Excerpted records Start Marker
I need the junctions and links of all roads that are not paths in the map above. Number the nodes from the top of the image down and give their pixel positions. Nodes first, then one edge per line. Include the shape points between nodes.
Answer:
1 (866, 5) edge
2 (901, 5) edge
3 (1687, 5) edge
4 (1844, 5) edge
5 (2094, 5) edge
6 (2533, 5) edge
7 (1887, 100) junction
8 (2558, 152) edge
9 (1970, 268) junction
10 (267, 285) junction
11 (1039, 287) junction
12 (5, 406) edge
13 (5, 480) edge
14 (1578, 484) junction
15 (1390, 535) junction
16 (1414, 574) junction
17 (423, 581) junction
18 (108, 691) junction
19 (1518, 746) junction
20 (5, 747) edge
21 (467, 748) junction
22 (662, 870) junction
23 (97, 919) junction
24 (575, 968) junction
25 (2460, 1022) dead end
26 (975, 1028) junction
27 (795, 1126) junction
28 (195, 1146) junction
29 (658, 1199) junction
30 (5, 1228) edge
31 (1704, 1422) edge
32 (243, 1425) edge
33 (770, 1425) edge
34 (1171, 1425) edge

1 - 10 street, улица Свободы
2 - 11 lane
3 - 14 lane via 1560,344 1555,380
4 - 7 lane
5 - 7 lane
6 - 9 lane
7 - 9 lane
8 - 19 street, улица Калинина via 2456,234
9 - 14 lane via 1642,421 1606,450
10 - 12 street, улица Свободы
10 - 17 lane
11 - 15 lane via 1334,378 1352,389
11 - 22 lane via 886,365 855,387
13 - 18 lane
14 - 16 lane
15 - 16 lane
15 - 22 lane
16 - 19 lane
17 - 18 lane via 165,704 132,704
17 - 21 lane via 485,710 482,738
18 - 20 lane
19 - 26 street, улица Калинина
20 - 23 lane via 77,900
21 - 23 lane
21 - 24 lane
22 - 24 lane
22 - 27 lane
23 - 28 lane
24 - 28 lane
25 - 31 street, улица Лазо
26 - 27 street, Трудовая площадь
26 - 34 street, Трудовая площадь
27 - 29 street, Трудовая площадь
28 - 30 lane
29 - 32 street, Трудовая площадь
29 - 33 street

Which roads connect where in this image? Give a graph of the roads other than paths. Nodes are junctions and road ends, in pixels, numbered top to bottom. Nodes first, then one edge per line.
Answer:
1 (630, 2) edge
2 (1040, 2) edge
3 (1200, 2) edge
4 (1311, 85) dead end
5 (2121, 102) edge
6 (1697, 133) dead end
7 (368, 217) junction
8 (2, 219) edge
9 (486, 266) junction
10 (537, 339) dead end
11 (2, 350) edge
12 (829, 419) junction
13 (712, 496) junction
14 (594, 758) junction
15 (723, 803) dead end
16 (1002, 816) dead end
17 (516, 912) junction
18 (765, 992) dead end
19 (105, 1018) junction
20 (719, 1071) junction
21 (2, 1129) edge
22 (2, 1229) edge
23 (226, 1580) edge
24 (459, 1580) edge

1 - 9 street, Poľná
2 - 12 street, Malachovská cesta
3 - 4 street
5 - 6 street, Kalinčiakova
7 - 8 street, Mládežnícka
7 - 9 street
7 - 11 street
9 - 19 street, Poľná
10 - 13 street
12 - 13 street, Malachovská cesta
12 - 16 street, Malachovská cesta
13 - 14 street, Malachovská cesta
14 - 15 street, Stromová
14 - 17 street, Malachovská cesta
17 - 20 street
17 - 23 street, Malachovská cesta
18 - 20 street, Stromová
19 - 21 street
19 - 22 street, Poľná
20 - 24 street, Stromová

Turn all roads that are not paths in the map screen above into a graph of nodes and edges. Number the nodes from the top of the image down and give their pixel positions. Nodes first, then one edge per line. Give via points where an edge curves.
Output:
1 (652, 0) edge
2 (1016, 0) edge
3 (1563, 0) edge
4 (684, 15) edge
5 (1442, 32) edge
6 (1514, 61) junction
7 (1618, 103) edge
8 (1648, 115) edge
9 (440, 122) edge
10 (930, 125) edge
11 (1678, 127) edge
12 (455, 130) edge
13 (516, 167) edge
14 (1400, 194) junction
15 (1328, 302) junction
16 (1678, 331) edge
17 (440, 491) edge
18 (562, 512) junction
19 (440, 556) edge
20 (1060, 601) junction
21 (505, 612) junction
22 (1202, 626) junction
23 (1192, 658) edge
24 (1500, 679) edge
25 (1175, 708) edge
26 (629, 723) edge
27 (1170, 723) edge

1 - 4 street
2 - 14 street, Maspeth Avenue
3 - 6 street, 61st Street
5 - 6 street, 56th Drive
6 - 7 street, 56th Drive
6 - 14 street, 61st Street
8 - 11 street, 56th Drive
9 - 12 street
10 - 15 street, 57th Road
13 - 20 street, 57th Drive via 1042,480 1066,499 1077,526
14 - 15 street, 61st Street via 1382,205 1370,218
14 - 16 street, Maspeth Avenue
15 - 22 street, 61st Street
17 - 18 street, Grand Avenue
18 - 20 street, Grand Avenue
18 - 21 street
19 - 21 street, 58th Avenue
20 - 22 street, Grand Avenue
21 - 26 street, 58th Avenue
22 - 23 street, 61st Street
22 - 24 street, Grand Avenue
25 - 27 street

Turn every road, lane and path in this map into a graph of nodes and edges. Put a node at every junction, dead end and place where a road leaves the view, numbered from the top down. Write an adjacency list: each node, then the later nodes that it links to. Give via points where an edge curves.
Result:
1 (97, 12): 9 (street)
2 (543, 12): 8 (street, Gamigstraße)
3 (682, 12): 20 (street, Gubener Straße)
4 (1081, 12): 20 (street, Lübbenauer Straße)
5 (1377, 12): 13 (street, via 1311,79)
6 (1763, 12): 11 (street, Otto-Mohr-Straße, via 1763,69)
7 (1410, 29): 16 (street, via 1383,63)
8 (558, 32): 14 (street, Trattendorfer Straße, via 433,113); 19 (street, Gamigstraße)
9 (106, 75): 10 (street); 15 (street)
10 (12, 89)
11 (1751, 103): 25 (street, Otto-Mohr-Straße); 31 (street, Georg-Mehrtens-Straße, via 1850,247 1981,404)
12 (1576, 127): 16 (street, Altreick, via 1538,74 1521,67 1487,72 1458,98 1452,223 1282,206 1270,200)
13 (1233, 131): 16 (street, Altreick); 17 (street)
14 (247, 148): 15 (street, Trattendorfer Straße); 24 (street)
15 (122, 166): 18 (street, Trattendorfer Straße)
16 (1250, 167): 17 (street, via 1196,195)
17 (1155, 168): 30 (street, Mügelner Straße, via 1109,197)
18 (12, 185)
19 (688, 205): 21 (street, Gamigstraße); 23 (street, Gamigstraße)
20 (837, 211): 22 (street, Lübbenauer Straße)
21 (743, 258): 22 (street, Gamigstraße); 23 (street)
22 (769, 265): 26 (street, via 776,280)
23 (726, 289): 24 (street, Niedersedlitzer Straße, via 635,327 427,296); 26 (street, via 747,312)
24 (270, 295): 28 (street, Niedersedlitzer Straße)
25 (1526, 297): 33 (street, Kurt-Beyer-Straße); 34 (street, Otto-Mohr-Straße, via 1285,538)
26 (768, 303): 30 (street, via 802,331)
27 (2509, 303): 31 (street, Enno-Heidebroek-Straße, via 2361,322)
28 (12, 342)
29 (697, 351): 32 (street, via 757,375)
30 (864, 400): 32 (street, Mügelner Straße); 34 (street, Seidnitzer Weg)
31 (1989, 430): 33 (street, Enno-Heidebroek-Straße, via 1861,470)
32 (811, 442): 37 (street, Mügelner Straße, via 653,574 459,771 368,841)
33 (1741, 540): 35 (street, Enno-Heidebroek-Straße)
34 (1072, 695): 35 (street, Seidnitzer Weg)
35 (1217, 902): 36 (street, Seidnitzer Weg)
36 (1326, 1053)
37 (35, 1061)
Excerpted records End Marker
[Exercise]
Transcribe each record exactly as it is written above.

[Response to this exercise]
I need the junctions and links of all roads that are not paths in the map above. Number the nodes from the top of the image down and give their pixel positions. Nodes first, then one edge per line. Include the shape points between nodes.
Answer:
1 (866, 5) edge
2 (901, 5) edge
3 (1687, 5) edge
4 (1844, 5) edge
5 (2094, 5) edge
6 (2533, 5) edge
7 (1887, 100) junction
8 (2558, 152) edge
9 (1970, 268) junction
10 (267, 285) junction
11 (1039, 287) junction
12 (5, 406) edge
13 (5, 480) edge
14 (1578, 484) junction
15 (1390, 535) junction
16 (1414, 574) junction
17 (423, 581) junction
18 (108, 691) junction
19 (1518, 746) junction
20 (5, 747) edge
21 (467, 748) junction
22 (662, 870) junction
23 (97, 919) junction
24 (575, 968) junction
25 (2460, 1022) dead end
26 (975, 1028) junction
27 (795, 1126) junction
28 (195, 1146) junction
29 (658, 1199) junction
30 (5, 1228) edge
31 (1704, 1422) edge
32 (243, 1425) edge
33 (770, 1425) edge
34 (1171, 1425) edge

1 - 10 street, улица Свободы
2 - 11 lane
3 - 14 lane via 1560,344 1555,380
4 - 7 lane
5 - 7 lane
6 - 9 lane
7 - 9 lane
8 - 19 street, улица Калинина via 2456,234
9 - 14 lane via 1642,421 1606,450
10 - 12 street, улица Свободы
10 - 17 lane
11 - 15 lane via 1334,378 1352,389
11 - 22 lane via 886,365 855,387
13 - 18 lane
14 - 16 lane
15 - 16 lane
15 - 22 lane
16 - 19 lane
17 - 18 lane via 165,704 132,704
17 - 21 lane via 485,710 482,738
18 - 20 lane
19 - 26 street, улица Калинина
20 - 23 lane via 77,900
21 - 23 lane
21 - 24 lane
22 - 24 lane
22 - 27 lane
23 - 28 lane
24 - 28 lane
25 - 31 street, улица Лазо
26 - 27 street, Трудовая площадь
26 - 34 street, Трудовая площадь
27 - 29 street, Трудовая площадь
28 - 30 lane
29 - 32 street, Трудовая площадь
29 - 33 street

Which roads connect where in this image? Give a graph of the roads other than paths. Nodes are junctions and road ends, in pixels, numbered top to bottom. Nodes first, then one edge per line.
Answer:
1 (630, 2) edge
2 (1040, 2) edge
3 (1200, 2) edge
4 (1311, 85) dead end
5 (2121, 102) edge
6 (1697, 133) dead end
7 (368, 217) junction
8 (2, 219) edge
9 (486, 266) junction
10 (537, 339) dead end
11 (2, 350) edge
12 (829, 419) junction
13 (712, 496) junction
14 (594, 758) junction
15 (723, 803) dead end
16 (1002, 816) dead end
17 (516, 912) junction
18 (765, 992) dead end
19 (105, 1018) junction
20 (719, 1071) junction
21 (2, 1129) edge
22 (2, 1229) edge
23 (226, 1580) edge
24 (459, 1580) edge

1 - 9 street, Poľná
2 - 12 street, Malachovská cesta
3 - 4 street
5 - 6 street, Kalinčiakova
7 - 8 street, Mládežnícka
7 - 9 street
7 - 11 street
9 - 19 street, Poľná
10 - 13 street
12 - 13 street, Malachovská cesta
12 - 16 street, Malachovská cesta
13 - 14 street, Malachovská cesta
14 - 15 street, Stromová
14 - 17 street, Malachovská cesta
17 - 20 street
17 - 23 street, Malachovská cesta
18 - 20 street, Stromová
19 - 21 street
19 - 22 street, Poľná
20 - 24 street, Stromová

Turn all roads that are not paths in the map screen above into a graph of nodes and edges. Number the nodes from the top of the image down and give their pixel positions. Nodes first, then one edge per line. Give via points where an edge curves.
Output:
1 (652, 0) edge
2 (1016, 0) edge
3 (1563, 0) edge
4 (684, 15) edge
5 (1442, 32) edge
6 (1514, 61) junction
7 (1618, 103) edge
8 (1648, 115) edge
9 (440, 122) edge
10 (930, 125) edge
11 (1678, 127) edge
12 (455, 130) edge
13 (516, 167) edge
14 (1400, 194) junction
15 (1328, 302) junction
16 (1678, 331) edge
17 (440, 491) edge
18 (562, 512) junction
19 (440, 556) edge
20 (1060, 601) junction
21 (505, 612) junction
22 (1202, 626) junction
23 (1192, 658) edge
24 (1500, 679) edge
25 (1175, 708) edge
26 (629, 723) edge
27 (1170, 723) edge

1 - 4 street
2 - 14 street, Maspeth Avenue
3 - 6 street, 61st Street
5 - 6 street, 56th Drive
6 - 7 street, 56th Drive
6 - 14 street, 61st Street
8 - 11 street, 56th Drive
9 - 12 street
10 - 15 street, 57th Road
13 - 20 street, 57th Drive via 1042,480 1066,499 1077,526
14 - 15 street, 61st Street via 1382,205 1370,218
14 - 16 street, Maspeth Avenue
15 - 22 street, 61st Street
17 - 18 street, Grand Avenue
18 - 20 street, Grand Avenue
18 - 21 street
19 - 21 street, 58th Avenue
20 - 22 street, Grand Avenue
21 - 26 street, 58th Avenue
22 - 23 street, 61st Street
22 - 24 street, Grand Avenue
25 - 27 street

Turn every road, lane and path in this map into a graph of nodes and edges. Put a node at every junction, dead end and place where a road leaves the view, numbered from the top down. Write an adjacency list: each node, then the later nodes that it links to. Give via points where an edge curves.
Result:
1 (97, 12): 9 (street)
2 (543, 12): 8 (street, Gamigstraße)
3 (682, 12): 20 (street, Gubener Straße)
4 (1081, 12): 20 (street, Lübbenauer Straße)
5 (1377, 12): 13 (street, via 1311,79)
6 (1763, 12): 11 (street, Otto-Mohr-Straße, via 1763,69)
7 (1410, 29): 16 (street, via 1383,63)
8 (558, 32): 14 (street, Trattendorfer Straße, via 433,113); 19 (street, Gamigstraße)
9 (106, 75): 10 (street); 15 (street)
10 (12, 89)
11 (1751, 103): 25 (street, Otto-Mohr-Straße); 31 (street, Georg-Mehrtens-Straße, via 1850,247 1981,404)
12 (1576, 127): 16 (street, Altreick, via 1538,74 1521,67 1487,72 1458,98 1452,223 1282,206 1270,200)
13 (1233, 131): 16 (street, Altreick); 17 (street)
14 (247, 148): 15 (street, Trattendorfer Straße); 24 (street)
15 (122, 166): 18 (street, Trattendorfer Straße)
16 (1250, 167): 17 (street, via 1196,195)
17 (1155, 168): 30 (street, Mügelner Straße, via 1109,197)
18 (12, 185)
19 (688, 205): 21 (street, Gamigstraße); 23 (street, Gamigstraße)
20 (837, 211): 22 (street, Lübbenauer Straße)
21 (743, 258): 22 (street, Gamigstraße); 23 (street)
22 (769, 265): 26 (street, via 776,280)
23 (726, 289): 24 (street, Niedersedlitzer Straße, via 635,327 427,296); 26 (street, via 747,312)
24 (270, 295): 28 (street, Niedersedlitzer Straße)
25 (1526, 297): 33 (street, Kurt-Beyer-Straße); 34 (street, Otto-Mohr-Straße, via 1285,538)
26 (768, 303): 30 (street, via 802,331)
27 (2509, 303): 31 (street, Enno-Heidebroek-Straße, via 2361,322)
28 (12, 342)
29 (697, 351): 32 (street, via 757,375)
30 (864, 400): 32 (street, Mügelner Straße); 34 (street, Seidnitzer Weg)
31 (1989, 430): 33 (street, Enno-Heidebroek-Straße, via 1861,470)
32 (811, 442): 37 (street, Mügelner Straße, via 653,574 459,771 368,841)
33 (1741, 540): 35 (street, Enno-Heidebroek-Straße)
34 (1072, 695): 35 (street, Seidnitzer Weg)
35 (1217, 902): 36 (street, Seidnitzer Weg)
36 (1326, 1053)
37 (35, 1061)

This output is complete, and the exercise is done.